Aurore connects Billy Angel, an RAF wireless operator selected for a covert mission to occupied France, with Helene Lafosse, a French woman keeping unusual company in her small family chateau in the depths of the Touraine. Helene has begun an affair with senior Abwehr Intelligence officer and in return he has turned a blind eye to the succession of Jews, refugees, resistance fighters and downed Allied airmen to whom she offers shelter. MI6 want to exploit their relationship and plant a false lead about the D-Day landings. It falls to Billy Angel to find his way to the Chateau de Neune where he must win Helene's confidence and share the tiny piece of the intelligence jigsaw that will only make sense to her German lover.
Graham Hurley was born November, 1946 in Clacton-on-Sea, Essex. His seaside childhood was punctuated by football, swimming, afternoons on the dodgems, run-ins with the police, multiple raids on the local library - plus near-total immersion in English post-war movies.
Directed and produced documentaries for ITV through two decades, winning a number of national and international awards. Launched a writing career on the back of a six-part drama commission for ITV: "Rules of Engagement". Left TV and became full time writer in 1991.
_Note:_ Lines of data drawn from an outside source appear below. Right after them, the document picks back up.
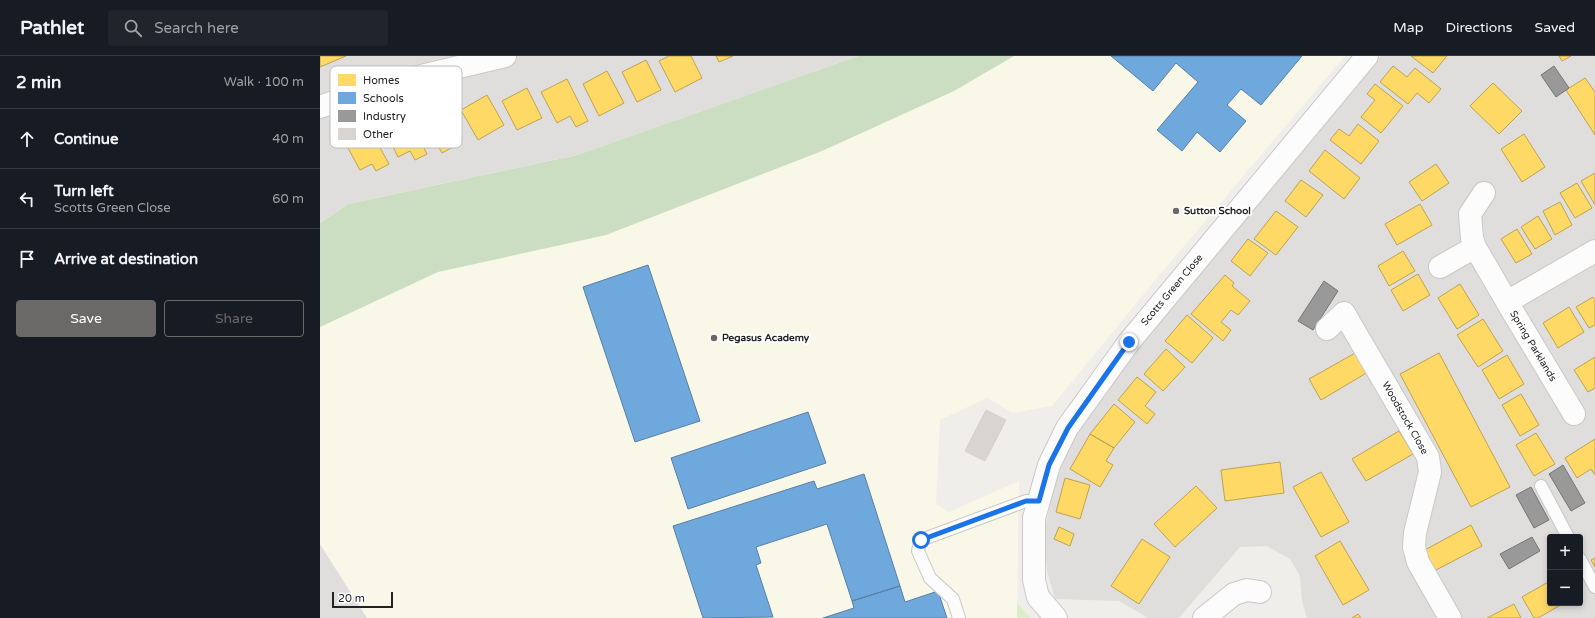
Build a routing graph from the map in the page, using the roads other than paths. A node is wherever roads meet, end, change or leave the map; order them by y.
1 (505, 56) edge
2 (1367, 56) edge
3 (462, 66) edge
4 (330, 103) edge
5 (320, 107) edge
6 (1484, 192) dead end
7 (1475, 247) junction
8 (1595, 250) edge
9 (1440, 267) dead end
10 (1507, 302) junction
11 (1327, 330) dead end
12 (1574, 414) dead end
13 (1541, 486) dead end
14 (1039, 501) junction
15 (1566, 534) edge
16 (1583, 565) edge
17 (1595, 587) edge
18 (1260, 592) dead end
19 (959, 618) edge
20 (1056, 618) edge
21 (1204, 618) edge
22 (1450, 618) edge

1 - 3 street
2 - 14 street, Scotts Green Close
4 - 5 street
6 - 7 street
7 - 9 street
7 - 10 street
8 - 10 street, Spring Parklands
10 - 12 street, Spring Parklands
11 - 22 street, Woodstock Close
13 - 15 lane
14 - 19 lane
14 - 20 street, Scotts Green Close
16 - 17 lane
18 - 21 street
Authored nine stand-alone thrillers plus "Airshow", a fly-on-the-wall novel-length piece of reportage, before accepting Orion invitation to become a crime writer. Drew gleefully on home-town Portsmouth (“Pompey”) as the basis for an on-going series featuring D/I Joe Faraday and D/C Paul Winter.
Contributed five years of personal columns to the Portsmouth News, penned a number of plays and dramatic monologues for local production (including the city’s millenium celebration, "Willoughby and Son"), then decamped to Devon for a more considered take on Pompey low-life.
The Faraday series came to an end after 12 books. Healthy sales at home and abroad, plus mega-successful French TV adaptations, tempted Orion to commission a spin-off series, set in the West Country, featuring D/S Jimmy Suttle.
Launch title - "Western Approaches" - published 2012. "Touching Distance" to hit the bookstores next month (21st November).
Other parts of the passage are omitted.